Return True if this cipher object can be used for decryption.

can_encrypt()

Return True if this cipher object can be used for encryption.

decrypt(ciphertext, sentinel, expected_pt_len=0)

Decrypt a PKCS#1 v1.5 ciphertext.

This is the function RSAES-PKCS1-V1_5-DECRYPT specified in section 7.2.2 of RFC8017.

Parameters:

  • ciphertext (bytes/bytearray/memoryview) – The ciphertext that contains the message to recover.

  • sentinel (any type) – The object to return whenever an error is detected.

  • expected_pt_len (integer) – The length the plaintext is known to have, or 0 if unknown.

Returns (byte string):

It is either the original message or the sentinel (in case of an error).

Warning

PKCS#1 v1.5 decryption is intrinsically vulnerable to timing attacks (see Bleichenbacher’s attack). Use PKCS#1 OAEP instead.

This implementation attempts to mitigate the risk with some constant-time constructs. However, they are not sufficient by themselves: the type of protocol you implement and the way you handle errors make a big difference.

Specifically, you should make it very hard for the (malicious) party that submitted the ciphertext to quickly understand if decryption succeeded or not.

To this end, it is recommended that your protocol only encrypts plaintexts of fixed length (expected_pt_len), that sentinel is a random byte string of the same length, and that processing continues for as long as possible even if sentinel is returned (i.e. in case of incorrect decryption).

encrypt(message)

Produce the PKCS#1 v1.5 encryption of a message.
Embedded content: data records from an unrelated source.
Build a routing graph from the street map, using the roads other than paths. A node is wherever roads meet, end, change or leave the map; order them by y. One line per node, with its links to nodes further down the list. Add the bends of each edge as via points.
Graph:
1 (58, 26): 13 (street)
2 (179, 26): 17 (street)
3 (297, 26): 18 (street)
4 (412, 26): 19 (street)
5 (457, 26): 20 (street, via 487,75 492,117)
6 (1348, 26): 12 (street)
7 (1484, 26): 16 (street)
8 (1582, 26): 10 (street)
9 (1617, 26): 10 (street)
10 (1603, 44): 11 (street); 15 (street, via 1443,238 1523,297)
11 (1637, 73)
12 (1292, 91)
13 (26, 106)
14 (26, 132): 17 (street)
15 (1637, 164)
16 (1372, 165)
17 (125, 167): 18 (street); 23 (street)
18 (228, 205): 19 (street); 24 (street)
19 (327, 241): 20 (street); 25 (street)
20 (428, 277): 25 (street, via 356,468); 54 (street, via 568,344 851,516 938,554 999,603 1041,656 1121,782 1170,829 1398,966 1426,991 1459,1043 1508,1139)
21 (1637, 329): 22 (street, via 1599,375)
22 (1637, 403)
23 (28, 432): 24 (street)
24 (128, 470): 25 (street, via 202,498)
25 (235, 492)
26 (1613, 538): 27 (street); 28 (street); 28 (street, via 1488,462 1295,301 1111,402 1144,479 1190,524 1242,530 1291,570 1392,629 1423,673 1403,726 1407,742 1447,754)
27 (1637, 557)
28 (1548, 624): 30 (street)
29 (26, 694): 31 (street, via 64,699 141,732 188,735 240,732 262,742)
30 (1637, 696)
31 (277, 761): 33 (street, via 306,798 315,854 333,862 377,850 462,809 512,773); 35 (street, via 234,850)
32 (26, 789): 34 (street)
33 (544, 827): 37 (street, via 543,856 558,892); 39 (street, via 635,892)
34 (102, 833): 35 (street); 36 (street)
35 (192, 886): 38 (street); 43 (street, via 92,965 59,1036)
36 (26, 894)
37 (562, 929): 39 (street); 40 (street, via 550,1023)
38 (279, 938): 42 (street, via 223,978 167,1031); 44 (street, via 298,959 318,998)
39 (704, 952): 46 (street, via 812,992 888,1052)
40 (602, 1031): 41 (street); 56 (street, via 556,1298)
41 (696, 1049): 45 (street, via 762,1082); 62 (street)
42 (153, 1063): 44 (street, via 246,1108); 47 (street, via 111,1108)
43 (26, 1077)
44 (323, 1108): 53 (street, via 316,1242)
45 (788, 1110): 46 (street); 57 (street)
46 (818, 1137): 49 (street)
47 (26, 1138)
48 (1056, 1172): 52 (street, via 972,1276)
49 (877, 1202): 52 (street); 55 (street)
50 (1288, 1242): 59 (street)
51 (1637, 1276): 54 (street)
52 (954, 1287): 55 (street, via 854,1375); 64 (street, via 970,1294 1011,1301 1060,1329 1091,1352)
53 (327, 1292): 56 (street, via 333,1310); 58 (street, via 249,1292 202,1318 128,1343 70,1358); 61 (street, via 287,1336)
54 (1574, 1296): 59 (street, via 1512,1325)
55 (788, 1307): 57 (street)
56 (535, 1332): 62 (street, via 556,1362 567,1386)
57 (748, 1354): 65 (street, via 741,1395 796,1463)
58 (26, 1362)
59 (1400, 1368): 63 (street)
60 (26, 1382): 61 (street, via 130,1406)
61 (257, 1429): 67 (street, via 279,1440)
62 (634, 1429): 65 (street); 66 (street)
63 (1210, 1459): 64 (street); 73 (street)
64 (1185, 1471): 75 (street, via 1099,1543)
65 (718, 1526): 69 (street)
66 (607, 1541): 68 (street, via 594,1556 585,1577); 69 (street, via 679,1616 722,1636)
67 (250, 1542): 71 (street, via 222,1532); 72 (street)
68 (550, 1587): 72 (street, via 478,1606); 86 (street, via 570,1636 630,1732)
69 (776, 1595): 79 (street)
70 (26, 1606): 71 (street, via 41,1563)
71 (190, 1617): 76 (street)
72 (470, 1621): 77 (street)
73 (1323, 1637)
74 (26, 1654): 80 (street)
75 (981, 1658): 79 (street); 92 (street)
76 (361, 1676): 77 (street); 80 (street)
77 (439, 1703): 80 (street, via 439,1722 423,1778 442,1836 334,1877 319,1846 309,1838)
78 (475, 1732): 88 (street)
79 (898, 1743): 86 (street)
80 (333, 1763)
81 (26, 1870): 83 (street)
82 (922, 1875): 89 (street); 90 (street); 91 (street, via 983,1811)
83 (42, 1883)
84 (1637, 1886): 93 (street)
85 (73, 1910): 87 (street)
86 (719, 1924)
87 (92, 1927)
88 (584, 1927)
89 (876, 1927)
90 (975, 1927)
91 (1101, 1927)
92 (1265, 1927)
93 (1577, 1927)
This function is named RSAES-PKCS1-V1_5-ENCRYPT, and it is specified in section 7.2.1 of RFC8017.

Parameters:

message (bytes/bytearray/memoryview) – The message to encrypt, also known as plaintext. It can be of variable length, but not longer than the RSA modulus (in bytes) minus 11.

Returns:

A byte string, the ciphertext in which the message is encrypted. It is as long as the RSA modulus (in bytes).

Raises ValueError:

If the RSA key length is not sufficiently long to deal with the given message.

Crypto.Cipher.PKCS1_v1_5.new(key, randfunc=None)

Create a cipher for performing PKCS#1 v1.5 encryption or decryption.

Parameters:

  • key (RSA key object) – The key to use to encrypt or decrypt the message. This is a Crypto.PublicKey.RSA object. Decryption is only possible if key is a private RSA key.

  • randfunc (callable) – Function that return random bytes. The default is Crypto.Random.get_random_bytes().

Returns:

A cipher object PKCS115_Cipher.